**YOUR OBJECTIVE**:
Once the images are set aside, write out the rest of the records exactly.

**Data records**:
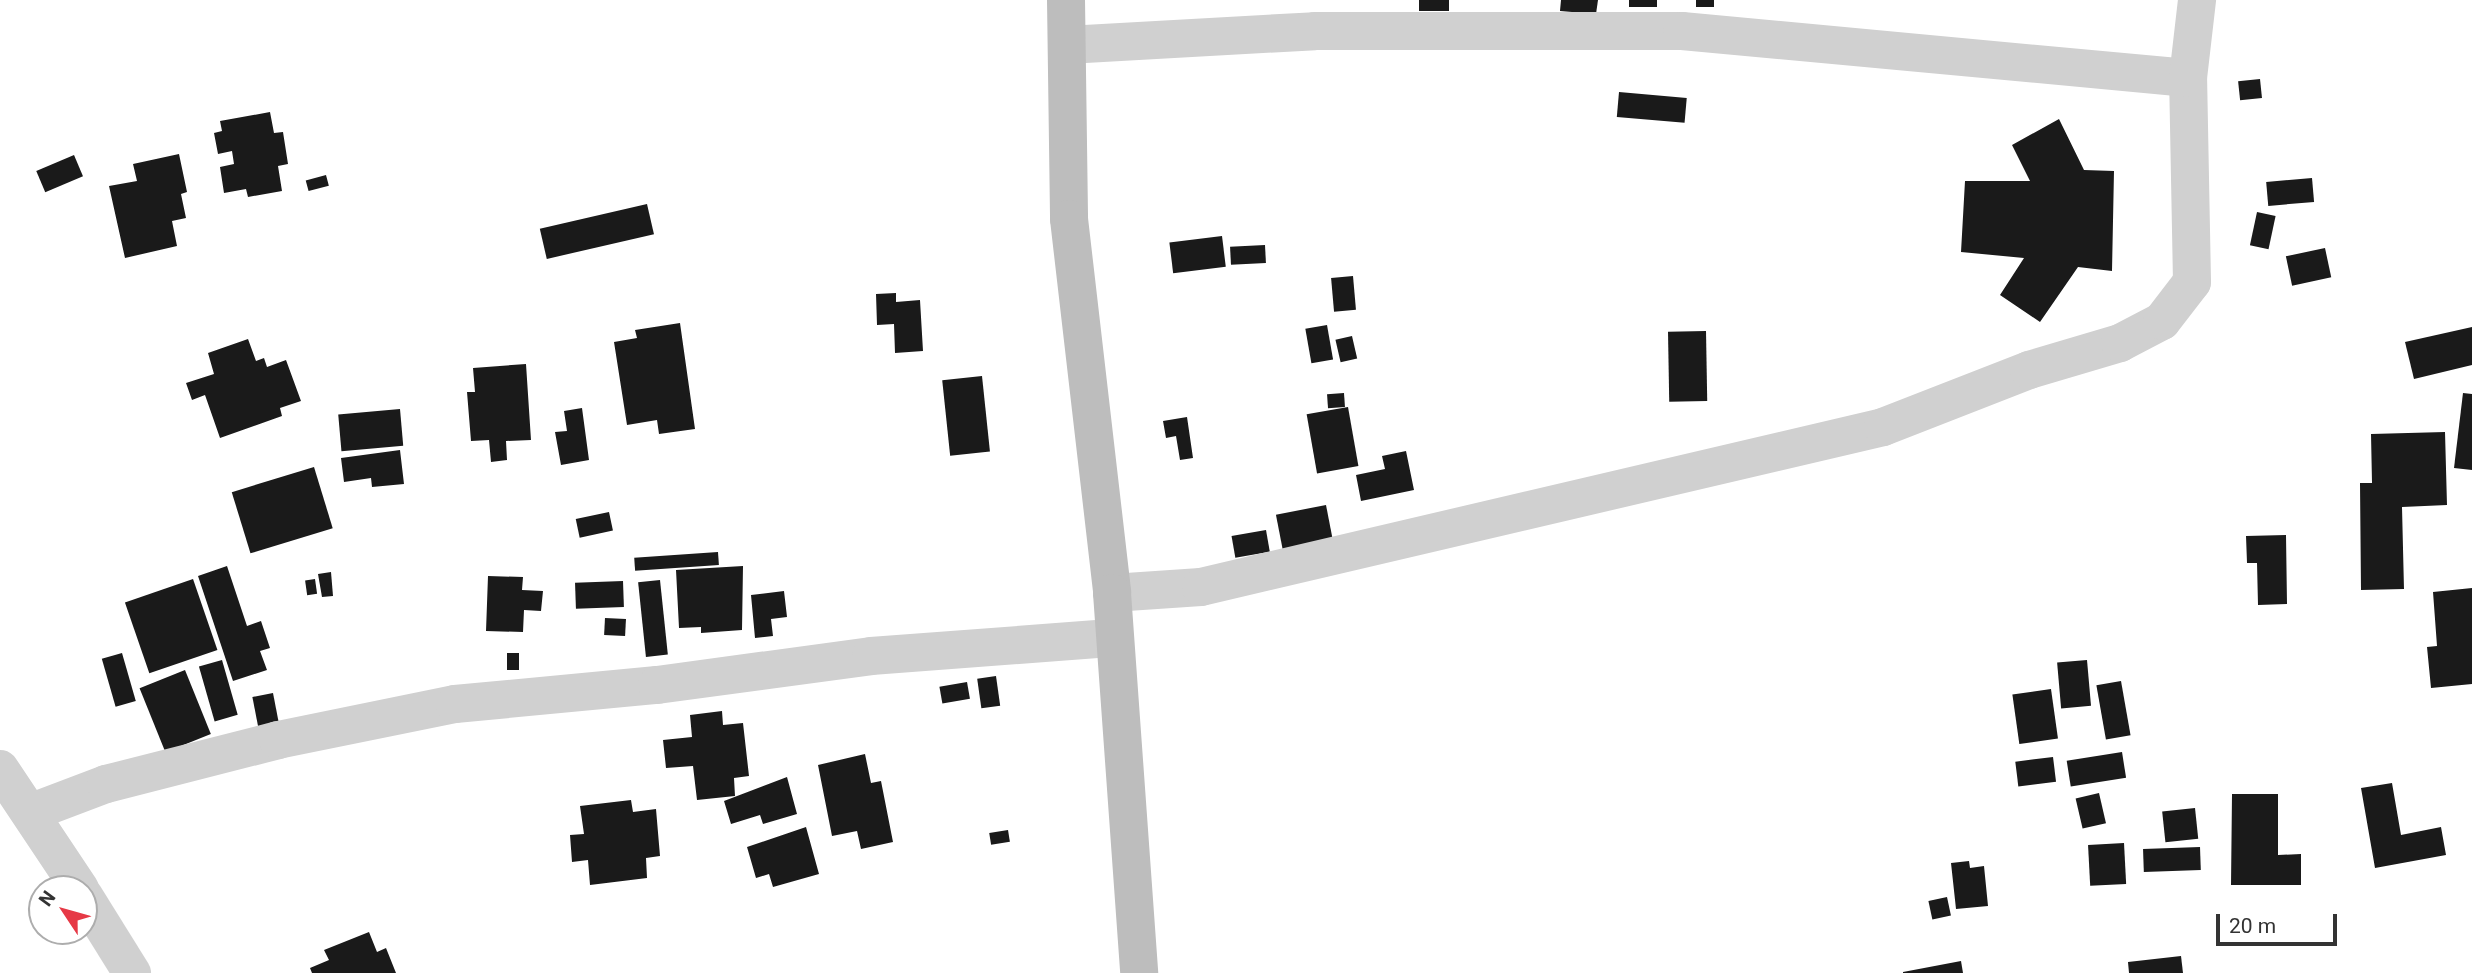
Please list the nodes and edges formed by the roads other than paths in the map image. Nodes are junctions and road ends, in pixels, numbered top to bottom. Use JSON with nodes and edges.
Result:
{"nodes":[{"id":1,"x":1066,"y":0,"type":"edge"},
{"id":2,"x":2197,"y":0,"type":"edge"},
{"id":3,"x":1068,"y":45,"type":"junction"},
{"id":4,"x":2189,"y":79,"type":"junction"},
{"id":5,"x":1112,"y":593,"type":"junction"},
{"id":6,"x":1113,"y":638,"type":"junction"},
{"id":7,"x":0,"y":769,"type":"edge"},
{"id":8,"x":32,"y":812,"type":"junction"},
{"id":9,"x":71,"y":875,"type":"edge"},
{"id":10,"x":98,"y":918,"type":"edge"},
{"id":11,"x":132,"y":973,"type":"edge"},
{"id":12,"x":1139,"y":973,"type":"edge"}],
"edges":[{"from":1,"to":3,"type":"main road"},
{"from":2,"to":4,"type":"street"},
{"from":3,"to":4,"type":"street"},
{"from":3,"to":5,"type":"main road"},
{"from":4,"to":5,"type":"street"},
{"from":5,"to":6,"type":"main road"},
{"from":6,"to":8,"type":"street"},
{"from":6,"to":12,"type":"main road"},
{"from":7,"to":8,"type":"street"},
{"from":8,"to":9,"type":"street"},
{"from":10,"to":11,"type":"street"}]}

**EXERCISE SOLUTION**:
Please list the nodes and edges formed by the roads other than paths in the map image. Nodes are junctions and road ends, in pixels, numbered top to bottom. Use JSON with nodes and edges.
Result:
{"nodes":[{"id":1,"x":1066,"y":0,"type":"edge"},
{"id":2,"x":2197,"y":0,"type":"edge"},
{"id":3,"x":1068,"y":45,"type":"junction"},
{"id":4,"x":2189,"y":79,"type":"junction"},
{"id":5,"x":1112,"y":593,"type":"junction"},
{"id":6,"x":1113,"y":638,"type":"junction"},
{"id":7,"x":0,"y":769,"type":"edge"},
{"id":8,"x":32,"y":812,"type":"junction"},
{"id":9,"x":71,"y":875,"type":"edge"},
{"id":10,"x":98,"y":918,"type":"edge"},
{"id":11,"x":132,"y":973,"type":"edge"},
{"id":12,"x":1139,"y":973,"type":"edge"}],
"edges":[{"from":1,"to":3,"type":"main road"},
{"from":2,"to":4,"type":"street"},
{"from":3,"to":4,"type":"street"},
{"from":3,"to":5,"type":"main road"},
{"from":4,"to":5,"type":"street"},
{"from":5,"to":6,"type":"main road"},
{"from":6,"to":8,"type":"street"},
{"from":6,"to":12,"type":"main road"},
{"from":7,"to":8,"type":"street"},
{"from":8,"to":9,"type":"street"},
{"from":10,"to":11,"type":"street"}]}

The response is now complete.